The primary motivators for pursuing an academic career include opportunities to regularly perform more complex and specialized surgical cases, to conduct research, and to train the next generation of clinicians and surgeons. These benefits are usually at the expense of income potential and professional autonomy. The bureaucracy and inefficacies of the large medical system can be frustrating. Significant amounts of time and energy are frequently required to accomplish even the simplest tasks and it often seems that many organizational policies have been made by personnel that are far removed from clinical care.
In contrast to private practice where nearly all time is dedicated to clinical care, in academics, continuing education and intellectual pursuits are strongly encouraged. In an academic environment it is not uncommon for the department to support additional advanced training (MS, PhD, MPH, or MBA) and depending upon your employment agreement, 20% or more of your time may be dedicated to research. These positions are commonly subsidized for several years, but most departments eventually require that investigators secure full funding to support research time and costs.
Academic medicine also affords the chance to provide high-level cutting edge care while working alongside well recognized leaders in the field, with greater access to advanced consultations from other surgical subspecialties, radiation oncologists, medical oncologists, radiologists, and pathologists (among others). Compared to private practice, there are less time constraints placed on individual patient visits, allowing the otolaryngologist the flexibility to spend more time with patients when needed. As a general rule the case-load is more complex since basic bread and butter cases are generally cherry picked by community physicians and advanced cases are referred to tertiary-care centers because of high risk, poorer compensation, or lack of adequate infrastructure.

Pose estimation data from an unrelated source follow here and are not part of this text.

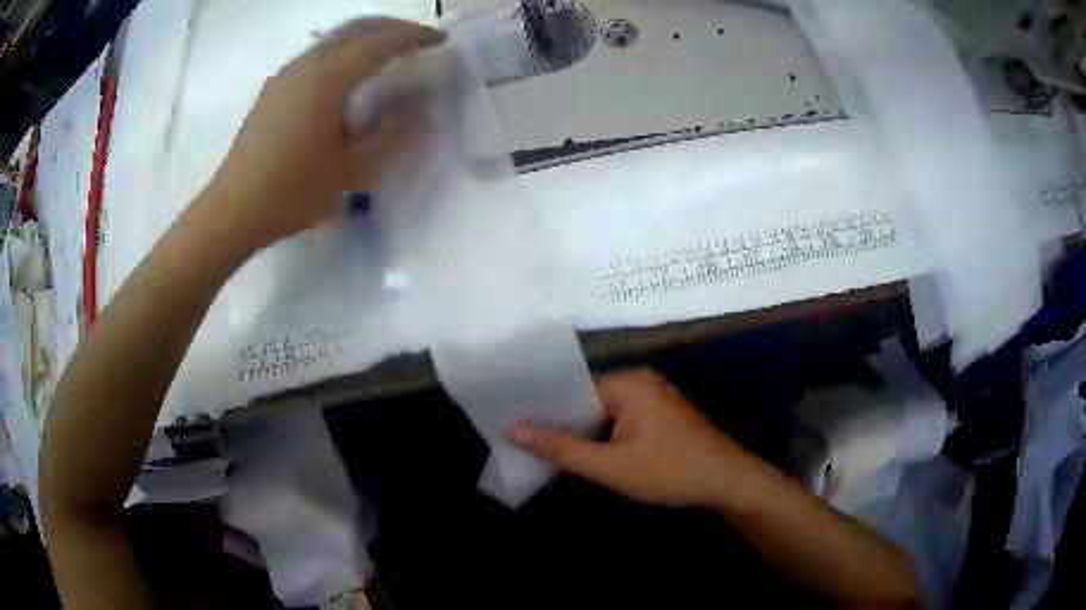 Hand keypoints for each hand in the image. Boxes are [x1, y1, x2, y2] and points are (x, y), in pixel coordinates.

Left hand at [201, 18, 442, 249]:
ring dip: (366, 36)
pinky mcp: (274, 88)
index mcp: (327, 81)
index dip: (413, 37)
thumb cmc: (291, 194)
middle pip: (356, 28)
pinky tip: (348, 72)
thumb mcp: (349, 172)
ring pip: (334, 38)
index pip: (379, 43)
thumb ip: (390, 137)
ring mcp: (286, 74)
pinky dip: (343, 49)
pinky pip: (316, 53)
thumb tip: (423, 113)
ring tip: (388, 51)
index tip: (439, 41)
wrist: (233, 211)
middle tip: (418, 39)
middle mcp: (305, 66)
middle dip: (392, 27)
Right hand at [510, 368, 752, 506]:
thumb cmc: (669, 471)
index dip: (543, 408)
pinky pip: (620, 420)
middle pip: (587, 399)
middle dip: (560, 422)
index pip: (572, 388)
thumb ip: (562, 448)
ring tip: (544, 449)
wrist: (727, 482)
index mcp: (628, 382)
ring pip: (603, 412)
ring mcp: (652, 397)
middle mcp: (640, 381)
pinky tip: (584, 454)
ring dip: (581, 432)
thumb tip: (513, 429)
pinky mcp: (660, 415)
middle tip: (522, 441)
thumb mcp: (610, 466)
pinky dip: (602, 436)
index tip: (511, 423) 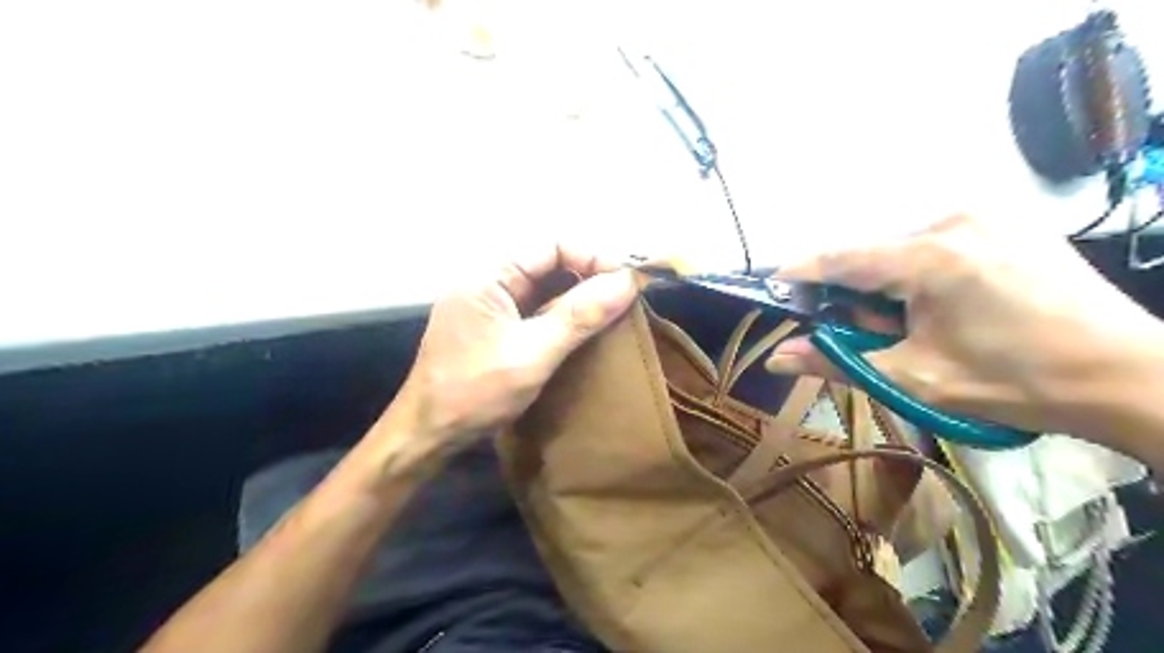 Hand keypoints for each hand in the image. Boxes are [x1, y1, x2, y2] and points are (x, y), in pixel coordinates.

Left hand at [386, 242, 635, 455]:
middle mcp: (489, 281)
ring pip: (545, 287)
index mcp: (488, 276)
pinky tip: (586, 328)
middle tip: (627, 297)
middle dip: (589, 275)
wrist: (428, 435)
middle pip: (549, 262)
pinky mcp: (496, 326)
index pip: (551, 245)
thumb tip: (628, 282)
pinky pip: (537, 309)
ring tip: (614, 311)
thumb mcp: (533, 354)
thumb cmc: (475, 393)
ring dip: (579, 297)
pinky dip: (564, 315)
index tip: (628, 280)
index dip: (593, 256)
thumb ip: (580, 315)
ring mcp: (491, 305)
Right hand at [766, 217, 1163, 436]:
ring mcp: (984, 213)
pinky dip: (918, 271)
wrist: (1127, 374)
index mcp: (930, 257)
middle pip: (871, 253)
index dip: (799, 274)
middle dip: (854, 293)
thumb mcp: (914, 377)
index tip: (772, 289)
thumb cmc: (1013, 382)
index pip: (840, 258)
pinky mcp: (1004, 218)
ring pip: (900, 247)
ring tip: (913, 323)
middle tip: (868, 333)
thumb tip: (775, 357)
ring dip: (886, 284)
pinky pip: (934, 240)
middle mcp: (953, 219)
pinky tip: (943, 303)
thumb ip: (836, 362)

One of the most significant and underappreciated aspects of academic medicine is the stability that comes with being affiliated with a large medical center. Even starting out, many young academic physicians find themselves “booked up” quickly because of the draw of the medical school or university reputation. Furthermore, small fluctuations in patient volume or changes in reimbursement can be absorbed or buffered by the deep pockets of a large medical system. In contrast, a solo practice physician must work hard to fill the clinic and surgical schedule and to manage money effectively in order to be prepared for economic ebb and flow. The sizeable infrastructure of a large medical center provides the clinician with more time to just be a doctor and not have to worry about the system. There is greater protection from litigation. Additionally, the call pool is generally larger, permitting less rigorous call duties.
Evaluate your priorities and determine what drives you. If you receive great self-fulfillment from challenging complex cases, educating the next generation of physicians, or being a part of cutting edge research and patient care, then academic medicine is your calling. If you have an entrepreneurial spirit, enjoy business management, and desire greater control over professional endeavors, you may be more suited for private practice. Both career paths can provide a very comfortable living, and future healthcare reform may continue to significantly alter current compensation trends. Furthermore, it is not uncommon that personal priorities evolve over time. Luckily, many otolaryngologists have made very successful midcareer transitions to meet changing personal goals and aspirations.